A Saudi abstract painter whose work has been exhibited in the Louvre is on trial in France charged with enslaving three employees.
Fifty-one-year-old Shalimar Sharbatly has previously been sentenced to three years in prison but has never served time in prison because she fled to Saudi Arabia. She is currently on trial in absentia.
According to media reports, during her stay in Paris where she owns an apartment, the Saudi artist “enslaved many domestic workers”, she is accused of human trafficking, concealed work and employment of a foreigner without a work permit.
The artist is said to have hired women in a “fragile social situation”, including three Eritrean women whom she brought over from Jeddah, aged between 33 and 55. According to Le Figaro, the women “lived in fear” working 11-15 hours a day “without rest or leave”. They were housed in unbearable conditions, poorly fed and “subject to the incessant demands of their boss and her mood swings, they had to be ready to satisfy Shalimar Sharbatly’s demands at any time of day or night,” the paper added.

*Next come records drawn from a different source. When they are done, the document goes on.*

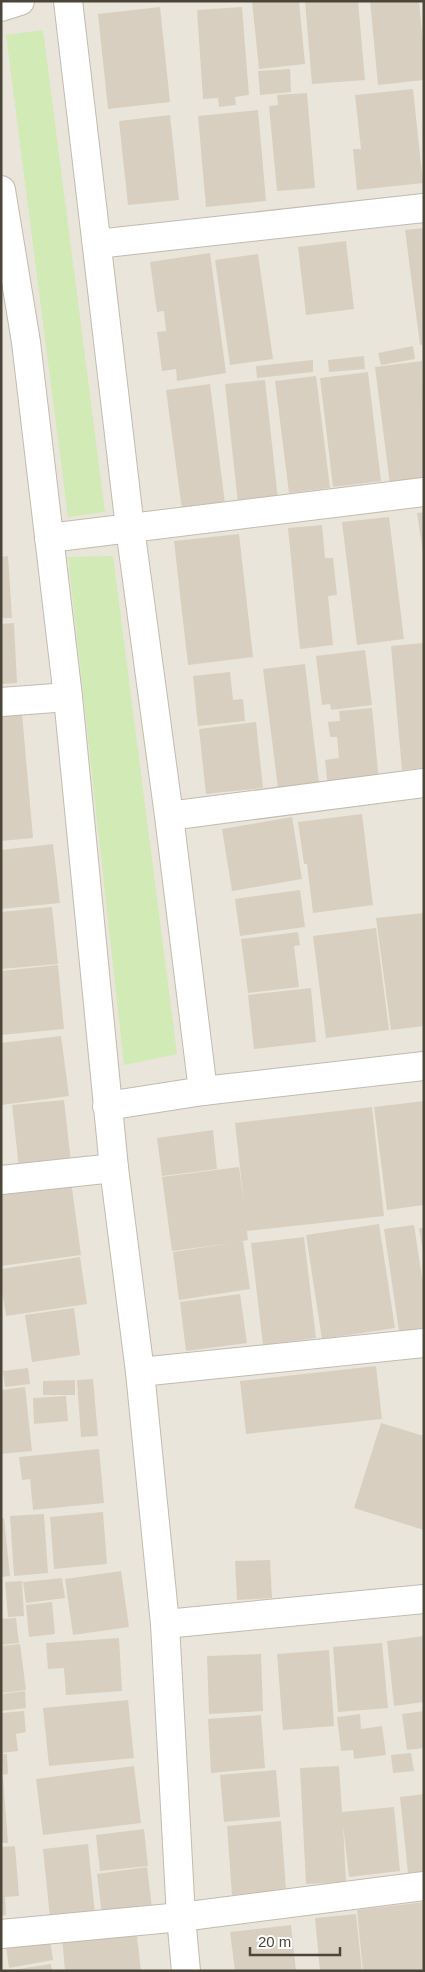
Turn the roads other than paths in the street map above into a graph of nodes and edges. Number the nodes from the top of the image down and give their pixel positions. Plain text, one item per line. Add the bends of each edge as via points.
1 (20, 1) edge
2 (68, 1) edge
3 (1, 7) edge
4 (1, 190) edge
5 (424, 208) edge
6 (96, 244) junction
7 (424, 492) edge
8 (130, 528) junction
9 (50, 538) junction
10 (68, 697) junction
11 (1, 702) edge
12 (424, 784) edge
13 (169, 816) junction
14 (424, 1066) edge
15 (203, 1091) junction
16 (108, 1106) junction
17 (114, 1168) junction
18 (1, 1180) edge
19 (424, 1343) edge
20 (140, 1372) junction
21 (424, 1599) edge
22 (165, 1624) junction
23 (424, 1886) edge
24 (180, 1917) junction
25 (1, 1934) edge
26 (186, 1971) edge

1 - 3 street
2 - 6 street
4 - 9 street via 26,342
5 - 6 street
6 - 8 street
7 - 8 street
8 - 9 street
8 - 13 street
9 - 10 street
10 - 11 street
10 - 16 street
12 - 13 street
13 - 15 street
14 - 15 street
15 - 16 street
16 - 17 street
17 - 18 street
17 - 20 street
19 - 20 street
20 - 22 street
21 - 22 street
22 - 24 street
23 - 24 street
24 - 25 street
24 - 26 street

Their passports were also confiscated by their boss. When two staff members managed to recover their documents, they fled in December 2018. The third was later found by police.
It is thought that Sharbatly hired 11 staff in total but only declared two. Her lawyers say employees were hired through Saudi agencies and were, therefore, subject to Saudi employment laws. They added that complaints against the artist had come in an effort by staff to gain leave to remain in France.